Unit (default) pytest Tests against committed snapshots No
Integration pytest -m integration Clones live repo, runs init, retains results in test-runs/ Yes
Deploy pytest -m deploy Pushes to real GitHub repo, verifies workflow runs Yes + auth

Version-pinned snapshot strategy

Each snapshot in test-data/repos/papers/ corresponds to a specific commit hash and schema state:

Snapshot papers commit GTT state Tests
fresh/ Current HEAD (pre-GTT) No GTT files Fresh init creates all dirs/files
deployed-v0.3.1/ After first GTT deploy v0.3.1 templates Init detects existing, --skip/--force work
deployed-v0.4.0/ After schema migration v0.4.0 templates + updated state.json Upgrade path, init --update (#36)

SOURCE.md tracks the mapping:

## Snapshots

| Directory | Commit | Date | Schema | Badge Gist | Archive Gist |
|-----------|--------|------|--------|------------|--------------|
| fresh/ | abc1234 | 2026-02-28 | N/A | N/A | N/A |
| deployed-v0.3.1/ | def5678 | 2026-03-XX | v1 | (gist ID) | (gist ID) |

This means we can always verify that improvements to init, configure, and upgrade actually work against real historical states — not just synthetic test data.

Why Way-of-Scarcity/papers

  • Simple: README + PDFs.

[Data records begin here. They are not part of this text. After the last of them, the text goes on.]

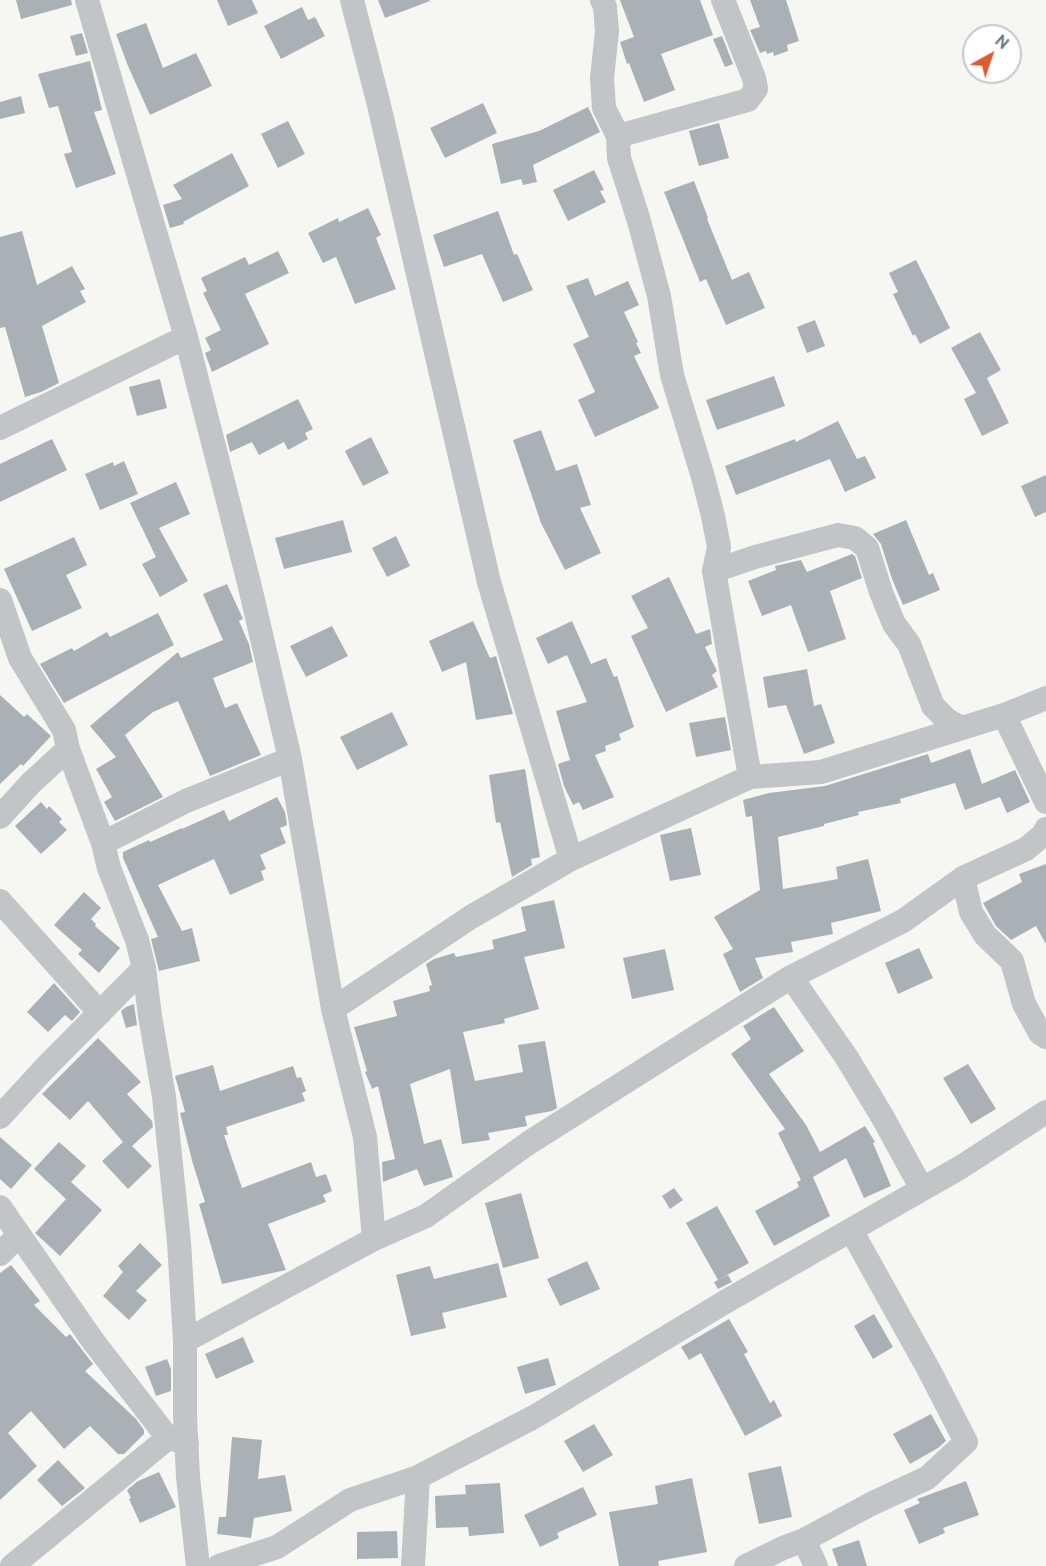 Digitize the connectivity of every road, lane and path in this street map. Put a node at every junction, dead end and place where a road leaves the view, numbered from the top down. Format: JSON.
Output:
{"nodes":[{"id":1,"x":87,"y":0,"type":"edge"},
{"id":2,"x":352,"y":0,"type":"edge"},
{"id":3,"x":602,"y":0,"type":"edge"},
{"id":4,"x":723,"y":0,"type":"edge"},
{"id":5,"x":618,"y":135,"type":"junction"},
{"id":6,"x":186,"y":336,"type":"junction"},
{"id":7,"x":0,"y":428,"type":"edge"},
{"id":8,"x":714,"y":571,"type":"junction"},
{"id":9,"x":0,"y":600,"type":"edge"},
{"id":10,"x":1046,"y":698,"type":"edge"},
{"id":11,"x":1004,"y":715,"type":"junction"},
{"id":12,"x":961,"y":728,"type":"junction"},
{"id":13,"x":68,"y":750,"type":"junction"},
{"id":14,"x":290,"y":759,"type":"junction"},
{"id":15,"x":750,"y":777,"type":"junction"},
{"id":16,"x":1046,"y":802,"type":"edge"},
{"id":17,"x":0,"y":817,"type":"edge"},
{"id":18,"x":1046,"y":829,"type":"edge"},
{"id":19,"x":102,"y":843,"type":"junction"},
{"id":20,"x":571,"y":860,"type":"junction"},
{"id":21,"x":963,"y":878,"type":"junction"},
{"id":22,"x":0,"y":900,"type":"edge"},
{"id":23,"x":144,"y":968,"type":"junction"},
{"id":24,"x":791,"y":977,"type":"junction"},
{"id":25,"x":333,"y":1009,"type":"junction"},
{"id":26,"x":100,"y":1013,"type":"junction"},
{"id":27,"x":1046,"y":1037,"type":"edge"},
{"id":28,"x":1046,"y":1112,"type":"edge"},
{"id":29,"x":0,"y":1117,"type":"edge"},
{"id":30,"x":922,"y":1189,"type":"junction"},
{"id":31,"x":0,"y":1207,"type":"edge"},
{"id":32,"x":851,"y":1230,"type":"junction"},
{"id":33,"x":18,"y":1236,"type":"junction"},
{"id":34,"x":374,"y":1239,"type":"junction"},
{"id":35,"x":0,"y":1254,"type":"edge"},
{"id":36,"x":185,"y":1341,"type":"junction"},
{"id":37,"x":178,"y":1441,"type":"junction"},
{"id":38,"x":418,"y":1477,"type":"junction"},
{"id":39,"x":804,"y":1540,"type":"junction"},
{"id":40,"x":0,"y":1552,"type":"edge"},
{"id":41,"x":12,"y":1566,"type":"edge"},
{"id":42,"x":198,"y":1566,"type":"edge"},
{"id":43,"x":219,"y":1566,"type":"edge"},
{"id":44,"x":413,"y":1566,"type":"edge"},
{"id":45,"x":746,"y":1566,"type":"edge"},
{"id":46,"x":816,"y":1566,"type":"edge"}],
"edges":[{"from":1,"to":6,"type":"street"},
{"from":2,"to":20,"type":"street"},
{"from":3,"to":5,"type":"street"},
{"from":4,"to":5,"type":"street"},
{"from":5,"to":8,"type":"street"},
{"from":6,"to":7,"type":"street"},
{"from":6,"to":14,"type":"street"},
{"from":8,"to":12,"type":"street"},
{"from":8,"to":15,"type":"street"},
{"from":9,"to":13,"type":"street"},
{"from":10,"to":11,"type":"street"},
{"from":11,"to":12,"type":"street"},
{"from":11,"to":16,"type":"street"},
{"from":12,"to":15,"type":"street"},
{"from":13,"to":17,"type":"street"},
{"from":13,"to":19,"type":"street"},
{"from":14,"to":19,"type":"street"},
{"from":14,"to":25,"type":"street"},
{"from":15,"to":20,"type":"street"},
{"from":18,"to":21,"type":"street"},
{"from":19,"to":23,"type":"street"},
{"from":20,"to":25,"type":"street"},
{"from":21,"to":24,"type":"street"},
{"from":21,"to":27,"type":"street"},
{"from":22,"to":26,"type":"street"},
{"from":23,"to":26,"type":"street"},
{"from":23,"to":36,"type":"street"},
{"from":24,"to":30,"type":"street"},
{"from":24,"to":34,"type":"street"},
{"from":25,"to":34,"type":"street"},
{"from":26,"to":29,"type":"street"},
{"from":28,"to":30,"type":"street"},
{"from":30,"to":32,"type":"street"},
{"from":31,"to":33,"type":"street"},
{"from":32,"to":38,"type":"street"},
{"from":32,"to":39,"type":"street"},
{"from":33,"to":35,"type":"street"},
{"from":33,"to":37,"type":"street"},
{"from":34,"to":36,"type":"street"},
{"from":36,"to":37,"type":"street"},
{"from":37,"to":41,"type":"street"},
{"from":37,"to":42,"type":"street"},
{"from":38,"to":43,"type":"street"},
{"from":38,"to":44,"type":"street"},
{"from":39,"to":45,"type":"street"},
{"from":39,"to":46,"type":"street"},
{"from":40,"to":41,"type":"street"}]}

No complex structure that would interfere with testing.
  • Real: It's a live public repo that will genuinely use GTT for traffic tracking.
  • Stable: Document repos rarely change structure, so snapshots stay relevant.
  • Dual-purpose: The deploy test tier can both test GTT AND keep papers' tracking up to date.
  • Conflict-rich enough: After GTT is deployed, init will find existing .github/workflows/traffic-badges.yml and docs/stats/ — exactly the conflict scenarios we need to test.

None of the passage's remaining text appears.